文・石井恭子(日立総合計画研究所社会システム・イノベーショングループ主任研究員)

 2006年6月15日、内閣官房セキュリティセンター(NISC)の情報セキュリティ政策会議は「セキュア・ジャパン2006-『セキュア・ジャパンへの第1歩』」を発表しました。これは、今年2月に発表された日本の情報セキュリティ戦略(3年計画)である「第1次情報セキュリティ基本計画『セキュア・ジャパン』の実現に向けて」の初年度における実施プログラムという位置づけにあります。加えて、Winny(ウィニー)などのファイル交換ソフトによる情報流出事件や政府に対するサイバー攻撃の多発など、第1次情報セキュリティ基本計画策定後に発生した諸問題への対応も目指しています。

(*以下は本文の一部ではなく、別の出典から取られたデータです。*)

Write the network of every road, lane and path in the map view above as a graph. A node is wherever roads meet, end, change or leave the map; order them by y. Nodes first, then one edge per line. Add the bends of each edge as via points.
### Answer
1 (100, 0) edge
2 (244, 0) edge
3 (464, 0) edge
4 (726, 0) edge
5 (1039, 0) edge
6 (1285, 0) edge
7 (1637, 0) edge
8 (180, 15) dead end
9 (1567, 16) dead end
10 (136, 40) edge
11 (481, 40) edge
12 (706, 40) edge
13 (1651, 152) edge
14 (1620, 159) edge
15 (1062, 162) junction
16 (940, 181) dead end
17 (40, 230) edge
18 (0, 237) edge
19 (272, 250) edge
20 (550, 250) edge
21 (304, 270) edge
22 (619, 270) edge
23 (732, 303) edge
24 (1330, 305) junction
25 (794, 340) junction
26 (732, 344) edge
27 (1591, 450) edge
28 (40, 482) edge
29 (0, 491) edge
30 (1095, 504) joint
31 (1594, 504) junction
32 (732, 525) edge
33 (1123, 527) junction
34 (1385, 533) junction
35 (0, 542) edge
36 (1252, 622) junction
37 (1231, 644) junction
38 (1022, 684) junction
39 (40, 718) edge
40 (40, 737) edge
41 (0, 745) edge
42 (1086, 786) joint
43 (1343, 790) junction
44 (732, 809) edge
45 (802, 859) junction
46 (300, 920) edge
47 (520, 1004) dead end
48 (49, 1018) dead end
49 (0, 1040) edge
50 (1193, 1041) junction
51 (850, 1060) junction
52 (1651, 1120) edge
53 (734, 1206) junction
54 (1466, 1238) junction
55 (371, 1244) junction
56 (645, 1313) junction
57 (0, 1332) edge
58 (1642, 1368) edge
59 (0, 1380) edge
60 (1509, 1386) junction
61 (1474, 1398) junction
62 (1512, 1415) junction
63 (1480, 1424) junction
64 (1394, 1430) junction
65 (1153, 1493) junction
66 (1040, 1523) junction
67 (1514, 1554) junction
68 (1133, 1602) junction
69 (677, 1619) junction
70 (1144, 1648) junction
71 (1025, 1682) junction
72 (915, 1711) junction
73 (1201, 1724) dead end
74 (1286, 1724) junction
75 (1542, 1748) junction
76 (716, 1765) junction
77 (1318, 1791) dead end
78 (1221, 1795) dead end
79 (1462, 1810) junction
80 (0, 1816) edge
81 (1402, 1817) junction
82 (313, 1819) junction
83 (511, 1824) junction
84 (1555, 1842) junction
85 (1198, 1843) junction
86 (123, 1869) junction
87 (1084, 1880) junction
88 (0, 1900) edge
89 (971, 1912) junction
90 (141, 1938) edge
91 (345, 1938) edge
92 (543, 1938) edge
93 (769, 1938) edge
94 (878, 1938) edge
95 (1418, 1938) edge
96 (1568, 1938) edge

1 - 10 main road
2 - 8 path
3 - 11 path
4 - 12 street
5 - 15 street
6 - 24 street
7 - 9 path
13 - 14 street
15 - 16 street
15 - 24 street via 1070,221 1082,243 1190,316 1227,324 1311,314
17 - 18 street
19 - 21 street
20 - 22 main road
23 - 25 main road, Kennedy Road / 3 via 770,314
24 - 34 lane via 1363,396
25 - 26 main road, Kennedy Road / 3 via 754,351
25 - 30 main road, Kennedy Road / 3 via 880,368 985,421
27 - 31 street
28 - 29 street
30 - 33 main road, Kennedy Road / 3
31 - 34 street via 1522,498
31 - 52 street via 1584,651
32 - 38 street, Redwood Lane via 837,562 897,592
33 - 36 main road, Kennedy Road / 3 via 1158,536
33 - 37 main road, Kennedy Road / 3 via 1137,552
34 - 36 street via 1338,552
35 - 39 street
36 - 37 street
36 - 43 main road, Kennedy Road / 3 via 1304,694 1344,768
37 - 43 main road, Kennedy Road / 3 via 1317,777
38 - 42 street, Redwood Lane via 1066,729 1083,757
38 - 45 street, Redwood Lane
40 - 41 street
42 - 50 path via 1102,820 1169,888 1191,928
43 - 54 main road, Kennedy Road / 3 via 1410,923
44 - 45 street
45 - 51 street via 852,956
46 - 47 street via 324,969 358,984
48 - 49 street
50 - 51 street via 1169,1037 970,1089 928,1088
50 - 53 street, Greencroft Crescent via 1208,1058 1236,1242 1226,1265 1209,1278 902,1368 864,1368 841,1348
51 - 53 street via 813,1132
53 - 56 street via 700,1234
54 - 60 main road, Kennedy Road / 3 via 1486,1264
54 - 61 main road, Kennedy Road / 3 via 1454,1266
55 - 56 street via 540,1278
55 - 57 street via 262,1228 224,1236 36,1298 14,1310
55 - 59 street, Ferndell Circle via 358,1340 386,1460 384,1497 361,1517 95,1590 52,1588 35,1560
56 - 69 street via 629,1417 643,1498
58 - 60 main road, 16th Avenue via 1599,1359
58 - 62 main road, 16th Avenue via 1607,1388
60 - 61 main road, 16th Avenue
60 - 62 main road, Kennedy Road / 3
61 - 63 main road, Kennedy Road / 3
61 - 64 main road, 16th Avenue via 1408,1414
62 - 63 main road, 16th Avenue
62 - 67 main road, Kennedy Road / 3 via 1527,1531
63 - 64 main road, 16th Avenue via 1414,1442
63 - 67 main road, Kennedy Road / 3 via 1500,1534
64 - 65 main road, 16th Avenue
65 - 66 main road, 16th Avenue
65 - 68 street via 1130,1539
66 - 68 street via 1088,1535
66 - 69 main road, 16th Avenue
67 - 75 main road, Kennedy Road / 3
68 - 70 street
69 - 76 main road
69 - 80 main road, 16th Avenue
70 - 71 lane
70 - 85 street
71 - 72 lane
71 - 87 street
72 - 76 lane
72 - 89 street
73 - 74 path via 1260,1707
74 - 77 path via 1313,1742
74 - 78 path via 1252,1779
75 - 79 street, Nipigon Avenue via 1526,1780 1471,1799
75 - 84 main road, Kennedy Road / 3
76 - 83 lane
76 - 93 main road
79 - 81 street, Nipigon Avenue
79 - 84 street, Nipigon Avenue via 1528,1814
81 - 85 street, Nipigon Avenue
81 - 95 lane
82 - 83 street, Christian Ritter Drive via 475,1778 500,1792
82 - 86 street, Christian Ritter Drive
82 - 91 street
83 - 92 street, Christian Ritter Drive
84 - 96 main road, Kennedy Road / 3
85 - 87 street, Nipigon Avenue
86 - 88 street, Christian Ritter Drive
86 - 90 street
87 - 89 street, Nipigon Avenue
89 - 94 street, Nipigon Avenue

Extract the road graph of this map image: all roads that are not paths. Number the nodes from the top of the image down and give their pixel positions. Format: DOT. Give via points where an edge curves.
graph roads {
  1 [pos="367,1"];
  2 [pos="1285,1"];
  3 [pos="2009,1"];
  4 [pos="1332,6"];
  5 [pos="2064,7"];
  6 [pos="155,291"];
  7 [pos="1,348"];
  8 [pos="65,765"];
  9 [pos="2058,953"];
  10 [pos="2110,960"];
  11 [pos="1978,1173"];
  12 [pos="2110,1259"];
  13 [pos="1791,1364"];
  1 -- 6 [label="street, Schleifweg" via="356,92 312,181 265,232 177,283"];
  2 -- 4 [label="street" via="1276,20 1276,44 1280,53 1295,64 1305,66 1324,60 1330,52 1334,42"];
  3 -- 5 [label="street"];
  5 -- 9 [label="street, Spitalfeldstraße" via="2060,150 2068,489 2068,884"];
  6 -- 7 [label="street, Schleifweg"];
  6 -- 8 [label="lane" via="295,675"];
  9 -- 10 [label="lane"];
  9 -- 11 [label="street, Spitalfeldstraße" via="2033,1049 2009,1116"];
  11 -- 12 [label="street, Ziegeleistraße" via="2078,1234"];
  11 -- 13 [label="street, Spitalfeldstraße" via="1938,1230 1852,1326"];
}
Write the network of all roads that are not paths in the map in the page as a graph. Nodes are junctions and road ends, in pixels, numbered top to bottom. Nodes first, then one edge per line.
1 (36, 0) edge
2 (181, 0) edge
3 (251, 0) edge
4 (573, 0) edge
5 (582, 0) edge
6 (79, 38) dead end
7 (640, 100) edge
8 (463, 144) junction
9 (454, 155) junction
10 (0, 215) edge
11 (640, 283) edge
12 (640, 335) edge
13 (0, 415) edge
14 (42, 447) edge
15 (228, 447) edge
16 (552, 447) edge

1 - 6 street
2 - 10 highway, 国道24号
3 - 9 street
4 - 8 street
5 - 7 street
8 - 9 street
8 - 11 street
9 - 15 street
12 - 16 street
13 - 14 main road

 セキュア・ジャパン2006は5章から成っていますが、内容は大きく二つに分かれます。第一部は2006年度の実施計画、第二部は2007年度の重点施策の方向性についてです。まず第一部の2006年度の実施計画ですが、官民における情報セキュリティ対策の体制構築を目指して、133の施策を推進することになります。

 その施策は、3つの群に分かれています。1つ目の群は「情報セキュリティ対策の強化」です。(1)政府機関・地方公共団体、(2)重要インフラ、(3)企業、(4)個人が、「対策実施4領域」に指定されています。

 (1)の領域について見ると、政府機関は、「2008年度までに政府機関統一基準のレベルを世界最高水準のものとし、かつ、2009年度初めにはすべての政府機関において政府機関統一基準が求める水準の対策を実施していることを目指す」、という意欲的な目標を掲げています。この目標を達成するために、内閣官房による政府機関統一基準の見直し、それに基づく評価・勧告による全省庁におけるPDCAサイクルの構築、独立行政法人も含めたセキュリティ対策の改善、中長期的なセキュリティ対策の強化・検討、サイバー攻撃などに対する緊急対応能力の強化、人材育成を図るなど、内閣官房を中心として全省庁を挙げた取り組みが実施されます。

 個別の施策についても触れています。例えば、PDCAサイクルの構築を見ると、コンピュータウイルスなどによる情報流出に全府省で対応ことになっています。また人材育成では、緊急対応能力を持つ人材を育成する手法を内閣官房の下で検討する予定です。

 地方自治体については、情報セキュリティ確保のためのガイドラインの見直し、情報セキュリティ監査実施の推進、「自治体情報共有・分析センター(仮称)」の創設促進、職員の研修支援を、総務省が中心となって実施していきます。

 2つ目の群は「横断的な情報セキュリティ基盤の形成」です。これは、官民による持続的な情報セキュリティ対策を実施するためには、「上述の4領域で取り組むだけではなく、社会全体の基盤を形成することが必要である」という認識に基づいています。従って、(1)情報セキュリティ技術戦略の推進、(2)情報セキュリティ人材の育成・確保、(3)国際連携・協調の推進、(4)犯罪の取り締まりおよび権利利益の保護・救済、について横断的に取り組むことになります。

 3つ目の群は「政策の推進体制と持続的改善の構造」です。重点施策を推進するにあたっての体制や手法について盛り込まれています。具体的には、(1)内閣官房情報セキュリティセンターの強化を含む政府の推進体制の確立、(2)評価指標の確立を含めた持続的改善構造の構築、を進めることになっています。

 第二部の2007年度の取り組みについては、官民における情報セキュリティ対策の底上げを図るため、26の施策の方向性を示しています。底上げの対象となるのは、(1)政府機関、地方公共団体、重要インフラを含む模範となる主体の領域、(2)企業や個人などの取り組みが遅れがちな主体の領域、(3)横断的なセキュリティ基盤となります。それぞれの施策では、2006年度の取り組みを継続し、強化していくことになります。

 情報セキュリティの分野でこのような実施プログラムを策定した意義は、政府機関のどの府省が何をすべきかを明らかにしたことです。こうした着実な取り組みにより、国民がITを用いた高度なサービスを安心して受けられるようになると期待されます。